### Assignment
Lines below that hold the word "Донской" must be copied in full.
# # #
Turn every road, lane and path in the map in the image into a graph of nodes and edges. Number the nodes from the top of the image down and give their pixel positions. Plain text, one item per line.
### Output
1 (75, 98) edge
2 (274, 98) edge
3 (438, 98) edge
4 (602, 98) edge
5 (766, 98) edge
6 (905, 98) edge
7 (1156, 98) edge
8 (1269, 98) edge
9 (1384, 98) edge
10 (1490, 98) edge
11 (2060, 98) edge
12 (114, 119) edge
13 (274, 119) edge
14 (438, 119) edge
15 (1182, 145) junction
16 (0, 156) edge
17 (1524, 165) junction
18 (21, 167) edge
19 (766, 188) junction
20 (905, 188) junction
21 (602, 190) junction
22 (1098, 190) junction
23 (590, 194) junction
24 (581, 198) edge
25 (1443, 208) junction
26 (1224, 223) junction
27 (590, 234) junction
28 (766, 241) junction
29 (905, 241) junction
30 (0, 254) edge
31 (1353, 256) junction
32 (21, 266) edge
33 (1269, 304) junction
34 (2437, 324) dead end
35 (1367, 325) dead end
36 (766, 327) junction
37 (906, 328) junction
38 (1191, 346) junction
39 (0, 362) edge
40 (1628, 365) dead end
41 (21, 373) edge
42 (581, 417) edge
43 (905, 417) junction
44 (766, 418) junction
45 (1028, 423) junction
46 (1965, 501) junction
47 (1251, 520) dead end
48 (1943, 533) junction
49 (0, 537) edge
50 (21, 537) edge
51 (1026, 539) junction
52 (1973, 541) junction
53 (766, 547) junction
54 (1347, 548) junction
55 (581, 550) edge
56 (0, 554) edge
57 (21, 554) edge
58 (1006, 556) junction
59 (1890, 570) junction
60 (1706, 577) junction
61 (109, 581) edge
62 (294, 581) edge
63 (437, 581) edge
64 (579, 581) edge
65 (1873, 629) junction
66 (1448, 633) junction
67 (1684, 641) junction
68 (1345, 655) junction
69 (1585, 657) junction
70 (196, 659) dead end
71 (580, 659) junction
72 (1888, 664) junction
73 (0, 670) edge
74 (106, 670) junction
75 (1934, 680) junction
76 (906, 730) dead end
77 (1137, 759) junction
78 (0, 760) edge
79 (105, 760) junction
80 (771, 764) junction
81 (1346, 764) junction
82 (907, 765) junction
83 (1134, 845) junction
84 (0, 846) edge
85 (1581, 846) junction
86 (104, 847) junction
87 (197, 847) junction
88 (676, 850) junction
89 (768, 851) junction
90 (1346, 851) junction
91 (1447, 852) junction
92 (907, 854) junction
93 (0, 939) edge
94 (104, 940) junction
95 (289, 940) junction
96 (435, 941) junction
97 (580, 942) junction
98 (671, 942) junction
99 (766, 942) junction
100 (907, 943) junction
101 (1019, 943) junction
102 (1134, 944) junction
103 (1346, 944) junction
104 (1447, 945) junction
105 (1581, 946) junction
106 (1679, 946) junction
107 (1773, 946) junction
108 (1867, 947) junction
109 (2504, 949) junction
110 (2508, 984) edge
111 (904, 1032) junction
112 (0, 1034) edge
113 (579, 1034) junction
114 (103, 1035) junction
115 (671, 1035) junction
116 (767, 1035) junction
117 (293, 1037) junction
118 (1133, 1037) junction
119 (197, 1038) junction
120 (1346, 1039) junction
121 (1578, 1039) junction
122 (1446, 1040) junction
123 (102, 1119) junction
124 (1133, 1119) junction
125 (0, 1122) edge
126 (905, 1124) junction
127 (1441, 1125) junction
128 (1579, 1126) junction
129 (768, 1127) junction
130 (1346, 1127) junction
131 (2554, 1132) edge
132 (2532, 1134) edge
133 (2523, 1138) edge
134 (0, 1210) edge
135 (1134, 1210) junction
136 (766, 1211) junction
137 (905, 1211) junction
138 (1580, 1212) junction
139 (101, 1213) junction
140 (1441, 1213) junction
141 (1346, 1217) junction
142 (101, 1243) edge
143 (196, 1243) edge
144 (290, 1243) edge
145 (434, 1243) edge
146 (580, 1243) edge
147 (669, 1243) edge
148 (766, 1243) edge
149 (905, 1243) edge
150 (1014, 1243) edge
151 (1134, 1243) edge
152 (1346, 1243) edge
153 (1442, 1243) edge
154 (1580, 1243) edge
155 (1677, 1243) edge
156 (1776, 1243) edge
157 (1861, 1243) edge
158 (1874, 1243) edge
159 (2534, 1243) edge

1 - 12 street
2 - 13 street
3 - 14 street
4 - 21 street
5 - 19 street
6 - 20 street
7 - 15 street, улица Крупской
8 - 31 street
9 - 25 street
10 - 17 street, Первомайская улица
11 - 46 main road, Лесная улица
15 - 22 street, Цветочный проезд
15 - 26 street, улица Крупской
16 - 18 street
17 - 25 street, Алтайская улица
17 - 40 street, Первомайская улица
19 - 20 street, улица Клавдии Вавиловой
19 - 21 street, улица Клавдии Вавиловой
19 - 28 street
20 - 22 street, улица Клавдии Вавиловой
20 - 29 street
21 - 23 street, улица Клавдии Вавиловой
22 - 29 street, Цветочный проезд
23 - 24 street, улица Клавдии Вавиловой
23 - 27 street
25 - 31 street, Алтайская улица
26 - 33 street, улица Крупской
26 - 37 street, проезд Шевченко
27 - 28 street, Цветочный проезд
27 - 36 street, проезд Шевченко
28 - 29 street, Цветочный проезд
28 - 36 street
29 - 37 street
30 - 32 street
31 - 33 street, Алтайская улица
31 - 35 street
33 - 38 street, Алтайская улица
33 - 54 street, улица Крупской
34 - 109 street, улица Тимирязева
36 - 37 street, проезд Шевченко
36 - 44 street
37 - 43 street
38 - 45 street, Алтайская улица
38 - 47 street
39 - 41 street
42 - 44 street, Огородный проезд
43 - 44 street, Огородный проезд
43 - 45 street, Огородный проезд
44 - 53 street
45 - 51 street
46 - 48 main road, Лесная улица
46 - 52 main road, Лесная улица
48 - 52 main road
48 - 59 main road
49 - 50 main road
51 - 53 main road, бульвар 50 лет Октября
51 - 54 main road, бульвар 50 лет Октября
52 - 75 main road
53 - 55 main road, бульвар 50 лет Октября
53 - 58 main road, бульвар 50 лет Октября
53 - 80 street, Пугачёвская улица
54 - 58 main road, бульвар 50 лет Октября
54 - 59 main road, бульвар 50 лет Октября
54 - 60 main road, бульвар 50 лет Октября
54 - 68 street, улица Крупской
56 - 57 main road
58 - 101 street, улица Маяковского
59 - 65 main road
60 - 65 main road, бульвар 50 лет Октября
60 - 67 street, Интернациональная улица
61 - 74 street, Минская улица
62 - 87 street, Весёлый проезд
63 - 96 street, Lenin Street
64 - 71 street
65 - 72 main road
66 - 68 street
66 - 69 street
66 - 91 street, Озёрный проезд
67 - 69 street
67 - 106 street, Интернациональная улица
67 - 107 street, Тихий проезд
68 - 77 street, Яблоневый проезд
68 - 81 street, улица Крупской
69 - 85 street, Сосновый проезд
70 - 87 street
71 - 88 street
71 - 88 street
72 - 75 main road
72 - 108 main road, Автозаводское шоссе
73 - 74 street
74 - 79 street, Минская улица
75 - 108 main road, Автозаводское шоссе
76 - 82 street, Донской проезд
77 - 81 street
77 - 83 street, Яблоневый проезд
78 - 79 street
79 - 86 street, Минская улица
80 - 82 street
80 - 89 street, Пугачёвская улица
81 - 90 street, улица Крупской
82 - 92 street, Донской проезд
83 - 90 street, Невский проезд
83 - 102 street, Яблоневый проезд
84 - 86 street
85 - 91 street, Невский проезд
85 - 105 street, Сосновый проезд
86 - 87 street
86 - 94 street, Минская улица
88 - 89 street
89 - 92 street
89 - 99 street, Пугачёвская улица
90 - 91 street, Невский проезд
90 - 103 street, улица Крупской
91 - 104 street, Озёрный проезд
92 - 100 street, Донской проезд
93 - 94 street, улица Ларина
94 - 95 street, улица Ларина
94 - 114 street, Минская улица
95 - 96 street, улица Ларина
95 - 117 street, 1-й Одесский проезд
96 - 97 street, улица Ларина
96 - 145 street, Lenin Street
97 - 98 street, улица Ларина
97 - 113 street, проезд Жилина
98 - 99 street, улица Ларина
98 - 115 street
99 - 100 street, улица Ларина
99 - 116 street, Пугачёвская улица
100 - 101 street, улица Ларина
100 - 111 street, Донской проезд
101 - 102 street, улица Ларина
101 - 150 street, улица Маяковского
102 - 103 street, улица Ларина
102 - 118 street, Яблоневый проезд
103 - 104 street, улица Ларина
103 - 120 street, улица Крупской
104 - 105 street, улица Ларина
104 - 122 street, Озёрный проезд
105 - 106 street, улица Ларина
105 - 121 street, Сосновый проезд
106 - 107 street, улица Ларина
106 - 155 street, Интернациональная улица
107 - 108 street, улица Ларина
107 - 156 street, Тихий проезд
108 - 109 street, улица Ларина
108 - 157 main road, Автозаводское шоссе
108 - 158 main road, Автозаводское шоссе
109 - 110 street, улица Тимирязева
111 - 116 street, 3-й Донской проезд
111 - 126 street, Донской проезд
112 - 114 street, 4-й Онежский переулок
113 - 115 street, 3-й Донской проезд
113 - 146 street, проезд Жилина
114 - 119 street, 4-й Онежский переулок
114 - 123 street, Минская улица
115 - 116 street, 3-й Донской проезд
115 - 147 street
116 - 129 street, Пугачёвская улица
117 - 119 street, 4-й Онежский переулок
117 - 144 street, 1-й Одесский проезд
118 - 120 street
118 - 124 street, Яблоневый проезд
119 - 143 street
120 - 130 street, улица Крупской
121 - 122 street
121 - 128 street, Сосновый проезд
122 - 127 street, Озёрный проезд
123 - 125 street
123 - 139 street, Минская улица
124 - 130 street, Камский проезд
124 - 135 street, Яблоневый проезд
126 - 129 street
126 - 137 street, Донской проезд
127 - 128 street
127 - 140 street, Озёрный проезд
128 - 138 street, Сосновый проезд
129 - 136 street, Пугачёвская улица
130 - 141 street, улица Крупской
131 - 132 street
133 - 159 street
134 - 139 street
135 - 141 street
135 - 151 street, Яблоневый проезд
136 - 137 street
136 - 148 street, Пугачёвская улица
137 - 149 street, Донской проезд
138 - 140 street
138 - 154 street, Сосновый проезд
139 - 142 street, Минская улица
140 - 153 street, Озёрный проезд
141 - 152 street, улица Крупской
# # #
### Task response
76 - 82 street, Донской проезд
82 - 92 street, Донской проезд
92 - 100 street, Донской проезд
100 - 111 street, Донской проезд
111 - 116 street, 3-й Донской проезд
111 - 126 street, Донской проезд
113 - 115 street, 3-й Донской проезд
115 - 116 street, 3-й Донской проезд
126 - 137 street, Донской проезд
137 - 149 street, Донской проезд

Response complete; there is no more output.